Skip site navigation (1)Skip section navigation (2)
Date:      Thu, 16 Dec 1999 00:10:25 -0500 (EST)
From:      Robert Watson <robert@cyrus.watson.org>
To:        Terry Lambert <tlambert@primenet.com>
Cc:        freebsd-fs@FreeBSD.ORG
Subject:   Re: Request for objections: extended attribute and ACL interfaces
Message-ID:  <Pine.BSF.3.96.991216000820.24846B-100000@fledge.watson.org>
In-Reply-To: <199912160023.RAA26871@usr09.primenet.com>

next in thread | previous in thread | raw e-mail | index | archive | help
Terry, 

First let me start by saying that I greatly appreciate your taking the
time to send your comments--I value your feedback.  Please see my comments
below. 

> I personally have no objection to these interfaces.  They seem to
> cover the problem space that you say that they cover, and they are
> at worst, harmless.

The only functionality I'm not sure how to handle is identifying the
attributes available on the file for the presence of duplication--where
they back another file system visible object (such as ACLs, MAC labels,
etc) then those interfaces should be used to back up the attributes.  It
isn't clear to me that attributes should be backed up independent of
semantics available to interpret them, as they will most often be used for
file system services where restoring them and associating them with the
same file may not make sense, nor even be possible given the rights and
functionality associated with what they back.  I am comfortable not
defining that behavior just now, and waiting to see what applications
require it.  I can also conceive of write-only attributes, etc. 

> > The UFS EA supporting code would not be committed, as it is
> > experimental and not well tested.  Neither will the UFS ACLs over
> > EAs support.  Both of these will be made available soon, however,
> > and will rely on having vnops/vfsops/syscalls assigned and
> > available.  :-)
>
> I object to these patches ever being committed.  They are not truly
> UFS specific, and should be placed in a stacking layer so that they
> can be applied to any FS via normal stacking semantics.

Whether or not these changes are committed is a matter, of course, for
general debate and I welcome any constructive discussion of both the
general architecture of the changes, and my specific implementation.  Onne
of the goals of adding the interfaces first was to provide a development
framework for those needing to rely on the functionality, and to make them
available so that consumers of these interfaces could determine if the
interfaces and semantics met their needs. 

First, I'd like to address the issue of whether or not extended attributes
and ACLs should be made available as a stacked layer service, or whether
they should be in the base file system.  As you read in my detailed
documentation of these services, there are a number of existing
implementations that we can reference in looking for advantages and
disadvantages to various approaches.  The previous implementations that I
have in mind are the following: 

- Trusted IRIX XFS: extended attributes for supporting extended security
labels, including ACLs, MAC labels, capabilities. 

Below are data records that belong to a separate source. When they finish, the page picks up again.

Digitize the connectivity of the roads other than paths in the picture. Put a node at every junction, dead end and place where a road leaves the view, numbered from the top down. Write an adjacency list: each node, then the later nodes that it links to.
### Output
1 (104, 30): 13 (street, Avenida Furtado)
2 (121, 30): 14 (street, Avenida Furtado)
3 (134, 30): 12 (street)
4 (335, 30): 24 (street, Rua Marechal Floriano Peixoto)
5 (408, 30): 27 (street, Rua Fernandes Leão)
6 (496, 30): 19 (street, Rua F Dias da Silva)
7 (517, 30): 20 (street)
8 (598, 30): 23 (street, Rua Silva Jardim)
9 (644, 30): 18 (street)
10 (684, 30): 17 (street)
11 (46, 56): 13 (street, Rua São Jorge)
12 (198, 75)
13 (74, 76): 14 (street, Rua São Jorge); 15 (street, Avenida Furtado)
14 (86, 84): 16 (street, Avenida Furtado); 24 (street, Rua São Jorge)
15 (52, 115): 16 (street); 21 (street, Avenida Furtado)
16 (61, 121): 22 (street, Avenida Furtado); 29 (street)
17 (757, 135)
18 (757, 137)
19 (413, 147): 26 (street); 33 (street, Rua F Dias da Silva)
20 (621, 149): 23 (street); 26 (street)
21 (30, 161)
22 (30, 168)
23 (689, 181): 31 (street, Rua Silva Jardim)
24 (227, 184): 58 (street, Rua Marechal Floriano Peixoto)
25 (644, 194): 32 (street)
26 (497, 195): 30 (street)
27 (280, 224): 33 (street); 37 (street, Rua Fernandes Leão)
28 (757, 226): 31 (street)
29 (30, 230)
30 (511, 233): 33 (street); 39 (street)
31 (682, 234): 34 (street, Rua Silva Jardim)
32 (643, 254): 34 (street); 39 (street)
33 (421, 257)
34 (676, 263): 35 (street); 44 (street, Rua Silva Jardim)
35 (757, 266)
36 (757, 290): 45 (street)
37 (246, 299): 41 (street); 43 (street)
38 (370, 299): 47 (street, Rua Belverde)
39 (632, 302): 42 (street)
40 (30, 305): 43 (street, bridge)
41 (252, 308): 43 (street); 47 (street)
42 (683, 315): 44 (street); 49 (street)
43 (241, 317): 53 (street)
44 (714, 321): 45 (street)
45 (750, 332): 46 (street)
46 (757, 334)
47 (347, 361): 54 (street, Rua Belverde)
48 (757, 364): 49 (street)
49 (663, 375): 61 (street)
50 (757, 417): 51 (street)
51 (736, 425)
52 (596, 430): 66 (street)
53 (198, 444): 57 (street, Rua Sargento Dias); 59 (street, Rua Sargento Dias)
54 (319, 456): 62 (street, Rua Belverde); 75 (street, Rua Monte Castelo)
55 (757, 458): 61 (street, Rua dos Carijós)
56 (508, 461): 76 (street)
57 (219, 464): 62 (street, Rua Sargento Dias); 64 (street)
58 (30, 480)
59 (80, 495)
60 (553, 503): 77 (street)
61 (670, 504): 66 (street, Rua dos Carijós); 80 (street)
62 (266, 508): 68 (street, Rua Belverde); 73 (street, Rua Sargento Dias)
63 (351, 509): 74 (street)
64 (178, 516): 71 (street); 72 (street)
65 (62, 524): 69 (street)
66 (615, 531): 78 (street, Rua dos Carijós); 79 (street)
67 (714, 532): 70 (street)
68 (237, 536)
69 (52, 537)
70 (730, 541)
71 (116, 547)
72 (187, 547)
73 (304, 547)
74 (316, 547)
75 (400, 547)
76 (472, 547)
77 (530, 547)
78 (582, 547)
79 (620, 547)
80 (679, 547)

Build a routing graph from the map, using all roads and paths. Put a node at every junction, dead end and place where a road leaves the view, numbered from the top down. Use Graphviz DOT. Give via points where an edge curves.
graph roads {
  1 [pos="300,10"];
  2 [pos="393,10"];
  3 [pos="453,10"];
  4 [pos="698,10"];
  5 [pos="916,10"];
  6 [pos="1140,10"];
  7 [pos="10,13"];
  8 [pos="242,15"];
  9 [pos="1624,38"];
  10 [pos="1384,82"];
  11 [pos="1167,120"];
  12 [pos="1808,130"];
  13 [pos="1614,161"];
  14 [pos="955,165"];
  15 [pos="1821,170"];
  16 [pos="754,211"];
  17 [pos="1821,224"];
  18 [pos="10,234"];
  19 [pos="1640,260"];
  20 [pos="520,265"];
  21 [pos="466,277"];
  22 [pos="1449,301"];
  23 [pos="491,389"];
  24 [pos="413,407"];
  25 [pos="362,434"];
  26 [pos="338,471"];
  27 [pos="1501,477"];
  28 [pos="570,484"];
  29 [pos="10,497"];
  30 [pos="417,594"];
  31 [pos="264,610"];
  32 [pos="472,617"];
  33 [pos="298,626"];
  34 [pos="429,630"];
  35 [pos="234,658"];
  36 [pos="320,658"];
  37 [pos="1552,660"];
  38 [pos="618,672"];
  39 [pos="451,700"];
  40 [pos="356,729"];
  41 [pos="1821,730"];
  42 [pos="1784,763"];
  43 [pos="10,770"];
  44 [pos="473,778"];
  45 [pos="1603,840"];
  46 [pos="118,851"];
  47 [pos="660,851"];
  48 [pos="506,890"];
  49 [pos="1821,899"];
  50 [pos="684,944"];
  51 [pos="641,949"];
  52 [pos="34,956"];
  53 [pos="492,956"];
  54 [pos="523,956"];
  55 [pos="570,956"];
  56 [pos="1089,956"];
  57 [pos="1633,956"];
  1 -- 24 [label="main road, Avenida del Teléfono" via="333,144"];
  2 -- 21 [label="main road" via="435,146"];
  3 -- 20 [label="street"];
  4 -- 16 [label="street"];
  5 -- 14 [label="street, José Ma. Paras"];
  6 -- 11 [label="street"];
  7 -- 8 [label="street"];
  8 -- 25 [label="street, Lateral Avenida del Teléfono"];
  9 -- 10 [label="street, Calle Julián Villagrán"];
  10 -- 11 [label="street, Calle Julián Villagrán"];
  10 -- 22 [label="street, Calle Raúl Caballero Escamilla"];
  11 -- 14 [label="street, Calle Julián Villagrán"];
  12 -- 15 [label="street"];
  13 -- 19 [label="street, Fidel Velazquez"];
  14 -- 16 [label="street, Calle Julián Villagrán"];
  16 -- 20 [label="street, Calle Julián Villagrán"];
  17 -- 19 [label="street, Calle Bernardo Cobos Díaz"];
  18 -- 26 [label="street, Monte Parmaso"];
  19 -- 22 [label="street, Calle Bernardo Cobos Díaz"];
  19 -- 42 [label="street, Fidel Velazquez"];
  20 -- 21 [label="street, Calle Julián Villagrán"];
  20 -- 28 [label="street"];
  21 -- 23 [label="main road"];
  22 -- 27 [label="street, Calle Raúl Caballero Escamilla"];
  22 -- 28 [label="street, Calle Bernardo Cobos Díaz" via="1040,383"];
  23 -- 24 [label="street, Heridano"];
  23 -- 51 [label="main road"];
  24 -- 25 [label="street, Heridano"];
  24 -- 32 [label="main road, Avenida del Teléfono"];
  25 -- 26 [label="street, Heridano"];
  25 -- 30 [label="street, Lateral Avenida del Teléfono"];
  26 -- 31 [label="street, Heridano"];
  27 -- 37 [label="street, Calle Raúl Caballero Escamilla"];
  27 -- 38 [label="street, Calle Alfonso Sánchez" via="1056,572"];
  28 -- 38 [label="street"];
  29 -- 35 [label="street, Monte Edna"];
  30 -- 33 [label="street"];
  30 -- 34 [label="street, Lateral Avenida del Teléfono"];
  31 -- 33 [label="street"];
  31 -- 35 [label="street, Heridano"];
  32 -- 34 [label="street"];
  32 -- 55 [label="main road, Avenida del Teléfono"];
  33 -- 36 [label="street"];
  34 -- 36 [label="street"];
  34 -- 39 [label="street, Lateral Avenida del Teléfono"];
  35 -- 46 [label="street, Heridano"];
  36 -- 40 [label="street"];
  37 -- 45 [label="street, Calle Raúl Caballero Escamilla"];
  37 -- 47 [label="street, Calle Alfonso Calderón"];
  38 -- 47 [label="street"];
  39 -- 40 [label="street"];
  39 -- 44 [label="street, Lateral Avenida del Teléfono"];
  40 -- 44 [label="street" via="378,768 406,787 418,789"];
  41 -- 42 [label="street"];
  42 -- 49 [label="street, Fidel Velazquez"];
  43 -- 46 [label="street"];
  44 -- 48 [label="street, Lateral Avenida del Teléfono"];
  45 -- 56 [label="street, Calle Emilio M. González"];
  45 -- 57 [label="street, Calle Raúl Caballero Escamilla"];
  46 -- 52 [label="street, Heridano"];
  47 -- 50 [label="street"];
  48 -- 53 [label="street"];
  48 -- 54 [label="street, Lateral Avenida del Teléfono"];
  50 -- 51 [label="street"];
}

- IBM HPFS: general purpose named, extended attributes, used to store
program information, access control attributes, icons, etc. 

- Transarc AFS: per-directory ACLs

- CMU Coda: per-directory ACLs

- Solaris UFS: per-file ACLs

- Linux ACL extensions: per-file ACLs

- Microsoft NTFS: named file forks

- UDF: named file forks

- Apple HFS+: named file forks

- Jeff Weidner's EA + ACL layers

One of the first things that becomes clear, as you allude to below, is
that in most cases, access control information for file systems is
considered an integral part of the file system meta-data.  The only
exception in the list above, other than those that don't store access
control information at all, is HPFS, which uses extended attributes for
this purpose.  ACLs in most of these have different properties:  they
refer to different principal namespaces (UFS: local uids and gids; AFS:
centrally administered viceids mapped to Kerberos principals, ...) 
Similarly they have different semantics: AFS applies ACLs to directories
only, and not files.  The set of permissions is far more detailed than
UFS, and does not rely on an "owner".  On the other hand, Solaris and
Linux ACLs are mapped one per file, and two in the case of directories,
and attempt to closely follow the existing POSIX permission set, and are
strictly a superset of the base POSIX uid/gid + permissions concept.  As I
describe in my documents, and implement, the only common feature seems to
be the syntax of ACLs, which is generally consistent in assigning a mask
of rights to a numerically identified principal. 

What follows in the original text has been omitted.